Such interconnectivity of computing and physical systems could, however, become the “nightmare of ubiquitous computing” (Kephart and Chess, 2003) in which human operators will be unable to manage the complexity of interactions, neither even architects will be able to anticipate this complexity and thus design the systems effectively. It is widely acknowledged that as the networks, systems and services of modern IT and communication infrastructures become increasingly complex, traditional solutions to manage and control them seem to have reached their limits. The IBM vision of autonomic computing (e.g. Kephart and Chess, 2003) proclaims the need for computing systems capable of running themselves with minimal human management which would be mainly limited to definition of some higher-level policies rather than direct administration. The computing systems will therefore be self-managed, which, according to the IBM vision, includes self-configuration, self-optimization, self-protection, and self-healing. According to this vision, the self-manageability of a complex system requires its components to be to a certain degree autonomous themselves. Therefore, we envision that agent technologies will play an important part in building such complex systems. Agent-based approach to software engineering is also considered to be facilitating the design of complex systems (see Section 2).

Another problem is inherent heterogeneity in ubiquitous computing systems, with respect to the nature of components, standards, data formats, protocols, etc, which creates significant obstacles for interoperability among the components of such systems. The semantic technologies are viewed today as a key technology to resolve the problems of interoperability and integration within heterogeneous world of ubiquitously interconnected objects and systems. The Internet of Things should become in fact the Semantic Web of Things (Brock and Schuster, 2006). Our work subscribes to this view. Moreover, we believe that the semantic technologies can facilitate not only the discovery of heterogeneous components and data integration, but also the behavioral coordination of those components (see Section 2).

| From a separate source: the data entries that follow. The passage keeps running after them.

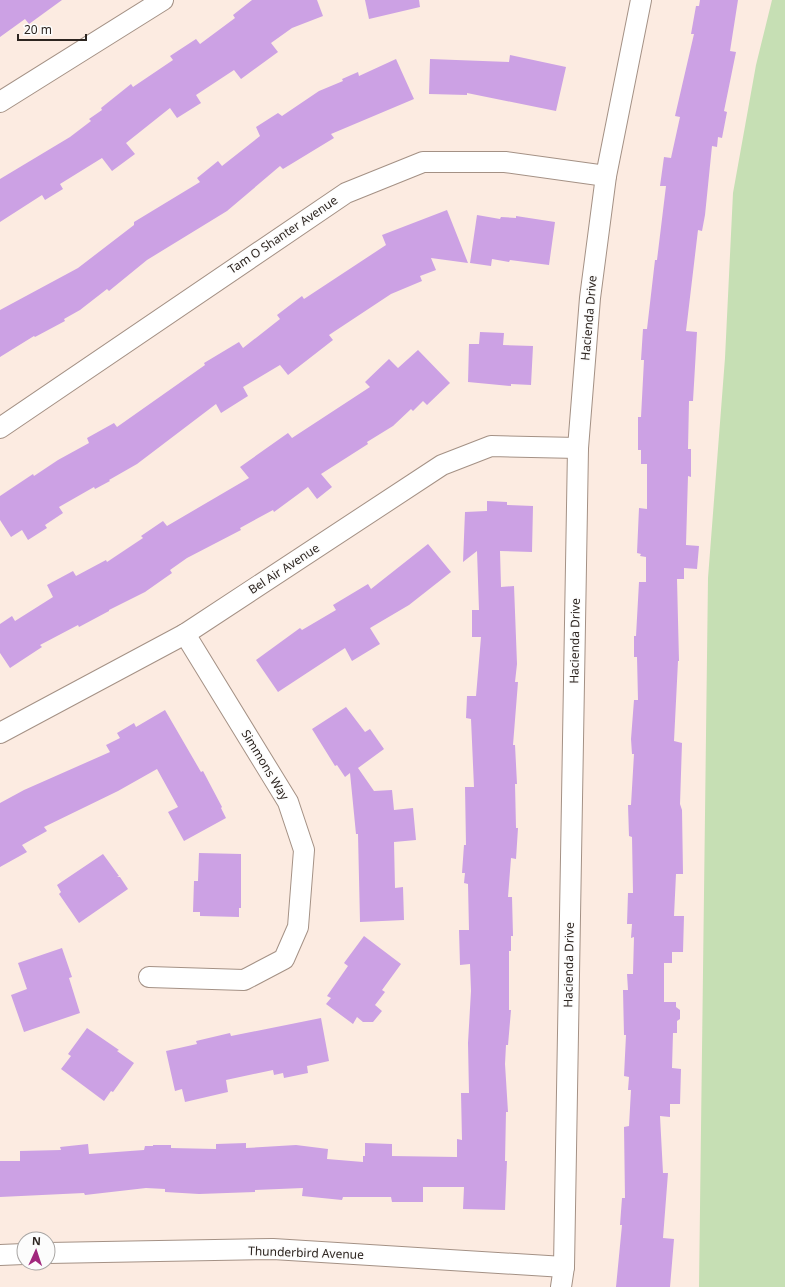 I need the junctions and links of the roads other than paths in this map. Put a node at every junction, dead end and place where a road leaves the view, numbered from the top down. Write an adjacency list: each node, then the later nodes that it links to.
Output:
1 (163, 0): 3 (street)
2 (641, 0): 4 (street, Hacienda Drive)
3 (0, 102)
4 (606, 176): 5 (street, Tam O Shanter Avenue); 6 (street, Hacienda Drive)
5 (0, 428)
6 (578, 448): 7 (street, Bel Air Avenue); 13 (street, Hacienda Drive)
7 (184, 634): 8 (street, Bel Air Avenue); 9 (street, Simmons Way)
8 (0, 733)
9 (149, 977)
10 (56, 1253): 13 (street, Thunderbird Avenue)
11 (16, 1254): 12 (street)
12 (0, 1255)
13 (564, 1267): 14 (street, Hacienda Drive)
14 (561, 1287)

In this paper, we describe our work on the Global Understanding Environment (GUN) (the concept introduced in Terziyan, 2003, 2005). This work is conducted in the line of projects of the Industrial Ontologies Group at the University of Jyväskylä including SmartResource (2004-2007, see GUN is a general middleware framework aiming at providing means for building complex industrial systems consisting of components of different nature, based on the semantic and agent technologies. A very general view on GUN is presented in Figure 1; a description of GUN will be given in Section 3.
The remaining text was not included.